§ Problem to solve
Scan the entries below and extract each line with the word "County" in it.

§ Provided information
______
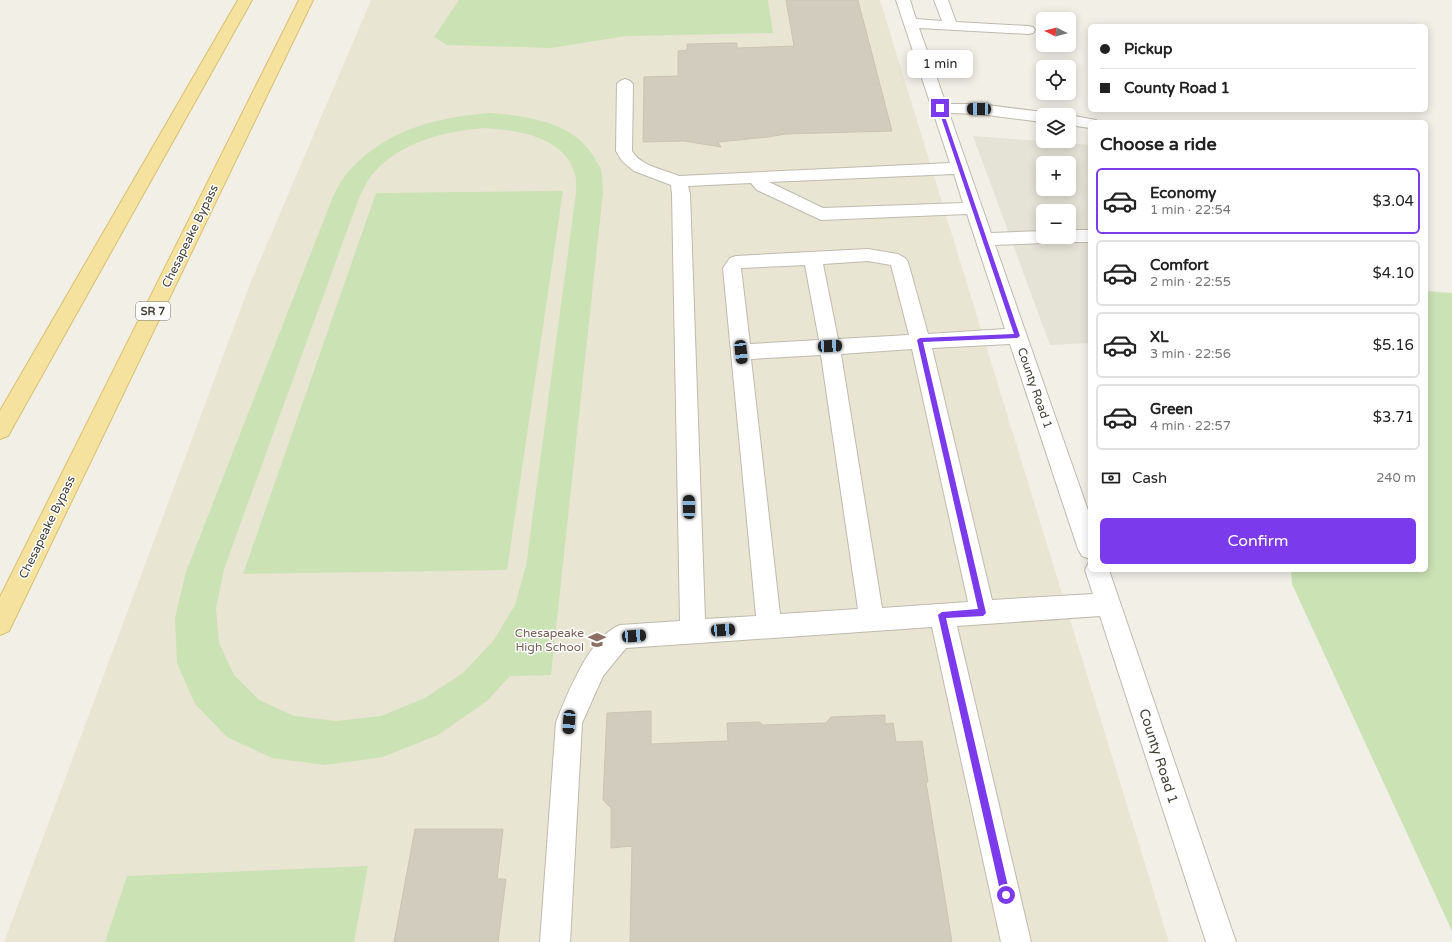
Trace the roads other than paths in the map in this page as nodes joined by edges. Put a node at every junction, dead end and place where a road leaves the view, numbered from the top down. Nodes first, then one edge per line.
1 (245, 0) edge
2 (306, 0) edge
3 (904, 0) edge
4 (941, 0) edge
5 (911, 23) junction
6 (951, 26) junction
7 (1028, 30) dead end
8 (626, 84) dead end
9 (940, 108) junction
10 (1036, 116) edge
11 (1076, 121) edge
12 (1088, 123) edge
13 (960, 168) junction
14 (756, 178) junction
15 (677, 181) junction
16 (974, 208) junction
17 (1076, 236) edge
18 (1088, 236) edge
19 (1036, 237) edge
20 (984, 239) junction
21 (813, 258) junction
22 (1017, 336) junction
23 (920, 340) junction
24 (830, 346) junction
25 (741, 352) junction
26 (0, 430) edge
27 (1088, 543) edge
28 (1098, 572) edge
29 (1108, 604) junction
30 (983, 613) junction
31 (942, 615) junction
32 (872, 620) junction
33 (0, 622) edge
34 (769, 627) junction
35 (693, 633) junction
36 (555, 942) edge
37 (1016, 942) edge
38 (1221, 942) edge

1 - 26 main road
2 - 33 main road, Chesapeake Bypass / SR 7
3 - 5 street, County Road 1
4 - 6 street
5 - 6 street
5 - 9 street, County Road 1
6 - 7 street
8 - 15 street
9 - 10 street
9 - 13 street, County Road 1
11 - 12 street
13 - 14 street
13 - 16 street, County Road 1
14 - 15 street
14 - 16 street
15 - 35 street
16 - 20 street, County Road 1
17 - 18 street
19 - 20 street
20 - 22 street, County Road 1
21 - 23 street
21 - 24 street
21 - 25 street
22 - 23 street
22 - 27 street, County Road 1
23 - 24 street
23 - 30 street
24 - 25 street
24 - 32 street
25 - 34 street
28 - 29 street, County Road 1
29 - 30 street
29 - 38 street, County Road 1
30 - 31 street
31 - 32 street
31 - 37 street
32 - 34 street
34 - 35 street
35 - 36 street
______
§ Result of this task
3 - 5 street, County Road 1
5 - 9 street, County Road 1
9 - 13 street, County Road 1
13 - 16 street, County Road 1
16 - 20 street, County Road 1
20 - 22 street, County Road 1
22 - 27 street, County Road 1
28 - 29 street, County Road 1
29 - 38 street, County Road 1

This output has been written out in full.